Securing Your VPS: A Practical Guide to Hardening Node.js Apps in Production
If you’re running Node.js apps on a VPS, there’s a good chance your setup has security holes you haven’t thought about. I know because I just audited mine and found several.
This post covers the practical steps I took to harden a single Ubuntu VPS running 8+ Node.js applications behind Nginx. No theoretical fluff — just the real commands and config changes.
The Problem: Everything Was Wide Open#
Here’s what my VPS looked like before hardening:
- Multiple Node.js apps listening on
0.0.0.0(all interfaces) - No firewall configured
- Apps directly reachable on their ports from the internet
- Admin panels with no IP restrictions
Sound familiar? If you’ve ever spun up a VPS, installed Node, ran npm start, and called it a day — you probably have the same issues.
Why 0.0.0.0 Is Dangerous#
When a Node.js app listens on 0.0.0.0:3000, it’s accessible on every network interface — including the public IP. Even if Nginx is your “front door,” anyone can bypass it by hitting YOUR_SERVER_IP:3000 directly.
This means:
- No SSL/TLS protection (bypassing your Nginx certs)
- No rate limiting
- No access logs through your reverse proxy
- Direct exposure of your application to the internet
Step 1: Set Up UFW (Uncomplicated Firewall)#
First things first — block everything except what you need.

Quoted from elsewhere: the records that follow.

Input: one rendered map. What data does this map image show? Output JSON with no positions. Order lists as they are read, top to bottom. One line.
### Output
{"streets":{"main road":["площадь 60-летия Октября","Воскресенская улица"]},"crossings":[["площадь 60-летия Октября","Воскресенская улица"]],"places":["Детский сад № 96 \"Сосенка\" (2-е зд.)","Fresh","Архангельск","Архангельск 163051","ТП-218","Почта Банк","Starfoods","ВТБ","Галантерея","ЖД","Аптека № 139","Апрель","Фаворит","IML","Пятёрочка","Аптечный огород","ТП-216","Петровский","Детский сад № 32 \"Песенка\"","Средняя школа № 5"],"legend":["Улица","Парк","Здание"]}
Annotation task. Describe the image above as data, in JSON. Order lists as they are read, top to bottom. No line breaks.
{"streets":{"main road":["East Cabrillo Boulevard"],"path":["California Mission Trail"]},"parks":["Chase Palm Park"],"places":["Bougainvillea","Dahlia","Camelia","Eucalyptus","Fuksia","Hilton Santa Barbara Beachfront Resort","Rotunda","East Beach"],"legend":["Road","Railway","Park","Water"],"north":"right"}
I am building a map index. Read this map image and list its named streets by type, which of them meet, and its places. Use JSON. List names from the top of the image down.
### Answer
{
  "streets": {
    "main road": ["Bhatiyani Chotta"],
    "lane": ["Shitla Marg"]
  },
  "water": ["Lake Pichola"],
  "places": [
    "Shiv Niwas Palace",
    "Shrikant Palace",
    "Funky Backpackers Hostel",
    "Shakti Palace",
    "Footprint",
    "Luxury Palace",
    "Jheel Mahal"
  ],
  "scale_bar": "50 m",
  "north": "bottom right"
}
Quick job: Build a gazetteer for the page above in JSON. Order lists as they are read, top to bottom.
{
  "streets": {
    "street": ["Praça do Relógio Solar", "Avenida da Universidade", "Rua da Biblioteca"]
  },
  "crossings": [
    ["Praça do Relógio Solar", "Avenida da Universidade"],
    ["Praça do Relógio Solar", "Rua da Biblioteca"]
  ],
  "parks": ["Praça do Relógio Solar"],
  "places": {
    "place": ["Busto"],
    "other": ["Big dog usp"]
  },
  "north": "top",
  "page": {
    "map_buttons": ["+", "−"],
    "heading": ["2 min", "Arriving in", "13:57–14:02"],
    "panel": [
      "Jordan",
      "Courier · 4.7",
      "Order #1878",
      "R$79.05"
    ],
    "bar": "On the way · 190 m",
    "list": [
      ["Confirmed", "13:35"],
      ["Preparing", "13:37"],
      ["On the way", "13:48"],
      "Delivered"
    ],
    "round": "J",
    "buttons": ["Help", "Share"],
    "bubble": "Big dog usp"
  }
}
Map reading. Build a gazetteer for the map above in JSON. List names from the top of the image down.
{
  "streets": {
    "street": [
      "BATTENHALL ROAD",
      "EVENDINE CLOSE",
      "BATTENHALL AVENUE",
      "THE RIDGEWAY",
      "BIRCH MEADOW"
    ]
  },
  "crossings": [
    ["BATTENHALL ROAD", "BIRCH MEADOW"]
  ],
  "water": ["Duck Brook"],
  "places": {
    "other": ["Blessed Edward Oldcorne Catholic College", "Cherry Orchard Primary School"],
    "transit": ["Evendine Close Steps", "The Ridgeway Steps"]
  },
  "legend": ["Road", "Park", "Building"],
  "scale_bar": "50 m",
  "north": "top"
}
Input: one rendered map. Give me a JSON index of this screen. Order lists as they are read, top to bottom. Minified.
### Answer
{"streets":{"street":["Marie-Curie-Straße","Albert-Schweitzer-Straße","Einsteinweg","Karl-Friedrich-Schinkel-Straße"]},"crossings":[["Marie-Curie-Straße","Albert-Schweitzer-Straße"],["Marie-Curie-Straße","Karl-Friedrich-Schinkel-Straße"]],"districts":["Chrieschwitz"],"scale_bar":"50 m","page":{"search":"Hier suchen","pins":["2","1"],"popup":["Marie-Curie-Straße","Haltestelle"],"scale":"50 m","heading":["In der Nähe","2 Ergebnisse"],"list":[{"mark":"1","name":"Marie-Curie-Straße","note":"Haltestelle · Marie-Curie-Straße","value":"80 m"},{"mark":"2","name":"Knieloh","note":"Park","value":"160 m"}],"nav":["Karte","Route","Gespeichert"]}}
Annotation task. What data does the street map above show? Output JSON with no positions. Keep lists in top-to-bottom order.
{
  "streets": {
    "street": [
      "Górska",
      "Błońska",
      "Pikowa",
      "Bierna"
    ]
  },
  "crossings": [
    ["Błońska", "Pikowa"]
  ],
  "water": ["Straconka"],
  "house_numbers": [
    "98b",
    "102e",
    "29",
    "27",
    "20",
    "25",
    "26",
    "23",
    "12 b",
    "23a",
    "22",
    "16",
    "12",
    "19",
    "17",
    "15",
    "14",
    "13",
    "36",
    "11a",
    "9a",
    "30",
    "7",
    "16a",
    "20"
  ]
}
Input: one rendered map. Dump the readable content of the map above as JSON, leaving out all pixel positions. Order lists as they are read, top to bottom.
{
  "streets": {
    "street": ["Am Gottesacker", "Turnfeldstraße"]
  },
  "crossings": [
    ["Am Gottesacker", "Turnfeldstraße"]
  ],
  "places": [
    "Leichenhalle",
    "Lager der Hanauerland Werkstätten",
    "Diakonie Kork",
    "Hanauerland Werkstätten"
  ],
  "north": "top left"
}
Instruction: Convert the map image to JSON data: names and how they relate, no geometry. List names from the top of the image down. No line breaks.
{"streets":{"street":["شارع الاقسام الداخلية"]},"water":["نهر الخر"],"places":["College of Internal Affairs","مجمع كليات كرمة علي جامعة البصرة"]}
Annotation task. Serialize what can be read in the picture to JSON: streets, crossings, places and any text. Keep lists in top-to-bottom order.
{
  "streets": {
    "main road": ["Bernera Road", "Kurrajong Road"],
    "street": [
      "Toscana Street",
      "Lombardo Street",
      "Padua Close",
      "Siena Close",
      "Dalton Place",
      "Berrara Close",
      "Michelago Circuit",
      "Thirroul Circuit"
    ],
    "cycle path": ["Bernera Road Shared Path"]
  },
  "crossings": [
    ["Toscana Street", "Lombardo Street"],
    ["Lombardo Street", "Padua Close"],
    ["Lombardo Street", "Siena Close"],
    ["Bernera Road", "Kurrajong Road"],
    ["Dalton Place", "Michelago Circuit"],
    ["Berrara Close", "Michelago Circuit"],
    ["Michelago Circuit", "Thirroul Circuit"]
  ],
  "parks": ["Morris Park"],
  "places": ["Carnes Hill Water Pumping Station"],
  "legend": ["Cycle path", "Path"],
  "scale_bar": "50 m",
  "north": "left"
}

# Install UFW (usually pre-installed on Ubuntu)
sudo apt install ufw
# Set default policies
sudo ufw default deny incoming
sudo ufw default allow outgoing
# Allow only essential ports
sudo ufw allow 22/tcp # SSH
sudo ufw allow 80/tcp # HTTP
sudo ufw allow 443/tcp # HTTPS
# Enable the firewall
sudo ufw enable
# Verify
sudo ufw status verbose
Output should look like:
Status: active
To Action From
-- ------ ----
22/tcp ALLOW Anywhere
80/tcp ALLOW Anywhere
443/tcp ALLOW Anywhere
Now only SSH, HTTP, and HTTPS are accessible from the outside. All your Node.js app ports (3000, 3100, 5678, etc.) are blocked.
Additional Ports#
If you run other services, add them explicitly:
# Example: Jitsi Meet (UDP for WebRTC)
sudo ufw allow 10000/udp
Important: Always add your SSH rule before enabling UFW. Lock yourself out once and you’ll never forget.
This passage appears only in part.